- Chalk portrait by Rosa Koberwein, 1880.

Principal Dresser to Her Majesty The Queen
- In office 1837–1862
- Monarch: Victoria
- Succeeded by: Annie MacDonald

Personal details
- Born: 20 June 1793 London, England
- Died: 29 July 1887 (aged 94) Marylebone, London, England

= Marianne Skerrett =

Dresser to Queen Victoria (1793–1887)

Marianne Skerrett (20 June 1793 – 29 July 1887) was a British courtier. She was a Dresser (lady's maid) to Queen Victoria between 1837 and 1862.

==Biography==
She was born in London to Walter Frye Skerrett and Albinia Mathias Skerrett. She was employed by the queen after her accession to the throne in 1837. She was the Principal Dresser and, as such, outranked and supervised the Second and Third Dresser and the Wardrobe Maids, all part of the Department of the Mistress of the Robes.

She was responsible for the organization of the queen's chamber staff, handling the contacts with tradespeople and artists, making orders and paying them and answering begging letters. She was a personal friend of Queen Victoria and replaced Louise, Baroness Lehzen as the queen's confidante when Lehzen left Britain in 1842. As such, she had an important position in the royal household, as the queen was generally closer to her chamber staff than to her ladies-in-waiting, with whom she normally had a less personal relationship .

Skerrett retired with a pension in 1862 and settled with her sister in London. She was replaced by Annie MacDonald (1832–1897).
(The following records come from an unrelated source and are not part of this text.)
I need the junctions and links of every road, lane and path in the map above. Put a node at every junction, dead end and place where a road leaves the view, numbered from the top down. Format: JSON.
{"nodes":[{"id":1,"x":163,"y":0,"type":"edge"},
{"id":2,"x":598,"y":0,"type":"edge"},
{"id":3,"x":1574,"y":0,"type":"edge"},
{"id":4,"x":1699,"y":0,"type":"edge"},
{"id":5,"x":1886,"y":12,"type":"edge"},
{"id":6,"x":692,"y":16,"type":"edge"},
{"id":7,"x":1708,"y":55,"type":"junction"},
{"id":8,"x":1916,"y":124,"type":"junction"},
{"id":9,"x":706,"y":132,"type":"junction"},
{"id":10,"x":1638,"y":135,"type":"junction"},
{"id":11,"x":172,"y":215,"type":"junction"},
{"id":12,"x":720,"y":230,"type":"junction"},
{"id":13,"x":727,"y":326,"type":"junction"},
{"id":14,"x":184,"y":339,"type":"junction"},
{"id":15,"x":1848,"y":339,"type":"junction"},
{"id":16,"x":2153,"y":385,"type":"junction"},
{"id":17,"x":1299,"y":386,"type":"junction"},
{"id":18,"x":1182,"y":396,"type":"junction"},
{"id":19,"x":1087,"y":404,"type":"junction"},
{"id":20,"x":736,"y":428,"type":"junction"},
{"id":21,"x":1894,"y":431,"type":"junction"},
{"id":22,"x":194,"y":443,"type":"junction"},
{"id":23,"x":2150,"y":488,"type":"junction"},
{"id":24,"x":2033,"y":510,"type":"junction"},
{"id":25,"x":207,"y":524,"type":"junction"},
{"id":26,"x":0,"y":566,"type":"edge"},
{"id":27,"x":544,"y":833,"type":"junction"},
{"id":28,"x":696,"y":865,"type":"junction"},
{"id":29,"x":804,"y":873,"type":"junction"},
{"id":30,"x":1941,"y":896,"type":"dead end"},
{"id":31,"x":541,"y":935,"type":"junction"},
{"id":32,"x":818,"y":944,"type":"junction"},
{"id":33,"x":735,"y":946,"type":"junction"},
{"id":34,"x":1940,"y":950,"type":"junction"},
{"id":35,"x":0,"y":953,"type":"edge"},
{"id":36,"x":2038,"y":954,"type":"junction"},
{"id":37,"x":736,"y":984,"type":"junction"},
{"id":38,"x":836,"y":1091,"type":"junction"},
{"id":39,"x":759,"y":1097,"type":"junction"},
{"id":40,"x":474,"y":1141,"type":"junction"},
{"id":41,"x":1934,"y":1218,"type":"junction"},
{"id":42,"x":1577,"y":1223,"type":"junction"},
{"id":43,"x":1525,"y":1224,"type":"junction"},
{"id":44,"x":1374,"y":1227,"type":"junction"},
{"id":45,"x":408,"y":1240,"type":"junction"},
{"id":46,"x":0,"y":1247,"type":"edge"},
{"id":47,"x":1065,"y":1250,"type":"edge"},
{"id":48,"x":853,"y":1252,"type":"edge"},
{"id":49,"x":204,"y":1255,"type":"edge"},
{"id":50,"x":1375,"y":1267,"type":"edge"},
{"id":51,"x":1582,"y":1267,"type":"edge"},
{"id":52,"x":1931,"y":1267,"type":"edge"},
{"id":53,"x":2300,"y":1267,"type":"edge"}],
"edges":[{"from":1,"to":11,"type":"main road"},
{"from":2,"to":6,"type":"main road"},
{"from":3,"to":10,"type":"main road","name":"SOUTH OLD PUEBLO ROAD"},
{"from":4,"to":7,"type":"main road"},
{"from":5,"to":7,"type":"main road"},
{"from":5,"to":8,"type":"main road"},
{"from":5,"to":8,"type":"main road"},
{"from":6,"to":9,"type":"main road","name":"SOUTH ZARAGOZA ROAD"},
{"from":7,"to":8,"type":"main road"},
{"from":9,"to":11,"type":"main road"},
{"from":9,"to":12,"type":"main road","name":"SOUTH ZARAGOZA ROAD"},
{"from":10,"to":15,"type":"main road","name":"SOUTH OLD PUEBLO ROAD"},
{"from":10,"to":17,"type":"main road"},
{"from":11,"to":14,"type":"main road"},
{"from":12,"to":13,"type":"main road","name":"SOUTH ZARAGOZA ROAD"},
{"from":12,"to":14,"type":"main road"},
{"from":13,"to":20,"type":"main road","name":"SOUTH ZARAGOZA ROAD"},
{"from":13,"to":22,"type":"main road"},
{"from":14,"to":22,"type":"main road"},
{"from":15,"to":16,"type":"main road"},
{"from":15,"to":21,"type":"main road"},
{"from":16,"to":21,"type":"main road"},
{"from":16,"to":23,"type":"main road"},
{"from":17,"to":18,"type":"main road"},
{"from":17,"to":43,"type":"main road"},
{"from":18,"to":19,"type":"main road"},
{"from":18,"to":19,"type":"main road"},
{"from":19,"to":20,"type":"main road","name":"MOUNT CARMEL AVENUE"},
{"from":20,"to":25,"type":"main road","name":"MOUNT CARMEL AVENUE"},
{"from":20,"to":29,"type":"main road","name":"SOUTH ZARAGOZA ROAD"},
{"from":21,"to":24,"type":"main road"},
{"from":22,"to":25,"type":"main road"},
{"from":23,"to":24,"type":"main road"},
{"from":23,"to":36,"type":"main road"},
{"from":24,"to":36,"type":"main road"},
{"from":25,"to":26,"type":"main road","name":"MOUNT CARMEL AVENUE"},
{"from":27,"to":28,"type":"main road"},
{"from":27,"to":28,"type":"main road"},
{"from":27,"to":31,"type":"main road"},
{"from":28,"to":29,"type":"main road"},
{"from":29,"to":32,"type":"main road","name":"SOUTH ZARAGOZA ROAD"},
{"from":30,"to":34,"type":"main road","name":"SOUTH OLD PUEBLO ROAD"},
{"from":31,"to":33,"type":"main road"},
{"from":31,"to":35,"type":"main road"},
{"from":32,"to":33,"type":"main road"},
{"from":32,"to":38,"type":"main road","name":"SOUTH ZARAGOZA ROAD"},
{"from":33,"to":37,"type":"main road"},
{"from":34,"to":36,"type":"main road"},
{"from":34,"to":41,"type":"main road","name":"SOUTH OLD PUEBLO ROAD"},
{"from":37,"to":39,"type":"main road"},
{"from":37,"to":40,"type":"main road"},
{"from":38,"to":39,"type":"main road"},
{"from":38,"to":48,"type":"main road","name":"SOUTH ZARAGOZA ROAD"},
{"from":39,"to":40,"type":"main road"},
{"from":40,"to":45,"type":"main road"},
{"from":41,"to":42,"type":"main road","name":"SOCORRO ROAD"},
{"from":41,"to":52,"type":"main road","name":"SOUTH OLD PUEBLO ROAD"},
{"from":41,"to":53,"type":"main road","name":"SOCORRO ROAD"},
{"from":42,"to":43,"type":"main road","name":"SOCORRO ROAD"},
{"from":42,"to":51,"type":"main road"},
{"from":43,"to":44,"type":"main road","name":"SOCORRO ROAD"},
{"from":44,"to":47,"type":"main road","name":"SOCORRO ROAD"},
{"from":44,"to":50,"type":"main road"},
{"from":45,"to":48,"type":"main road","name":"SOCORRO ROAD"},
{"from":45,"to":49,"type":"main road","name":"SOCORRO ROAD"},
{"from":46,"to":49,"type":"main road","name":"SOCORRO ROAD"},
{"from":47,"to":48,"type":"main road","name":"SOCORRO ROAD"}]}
Skerrett died on 29 July 1887, at the age of 94. Upon hearing of her former dresser's passing, Queen Victoria wrote in her journal:

"Received the sad news, that my dear faithful old Skerrett, whom I am so distressed I could not visit, had passed away. She came to me at my accession, & was most useful at the head of my Wardrobe, ordering everything, looking over my bills, &c, & arranging with the different artists. She was quite a superior person, very clever, read enormously, had an intense passion for animals, & was a great friend of Landseer's, & of many of the artists. She was very stressed, & plain spoken, most devoted & attached to me & mine. She used to come & see me at Windsor & in London. She was 94, & in full possession of her faculties. It is sad that she too is gone!"
— Queen Victoria, 4 August 1887

==In popular culture==
The ITV television programme Victoria (2016-2019) features Nell Hudson in a significant supporting role as "Nancy Skerrett," a composite character based broadly on Marianne Skerrett. She differs greatly from the historical figure in numerous matters, including her life dates and marital status.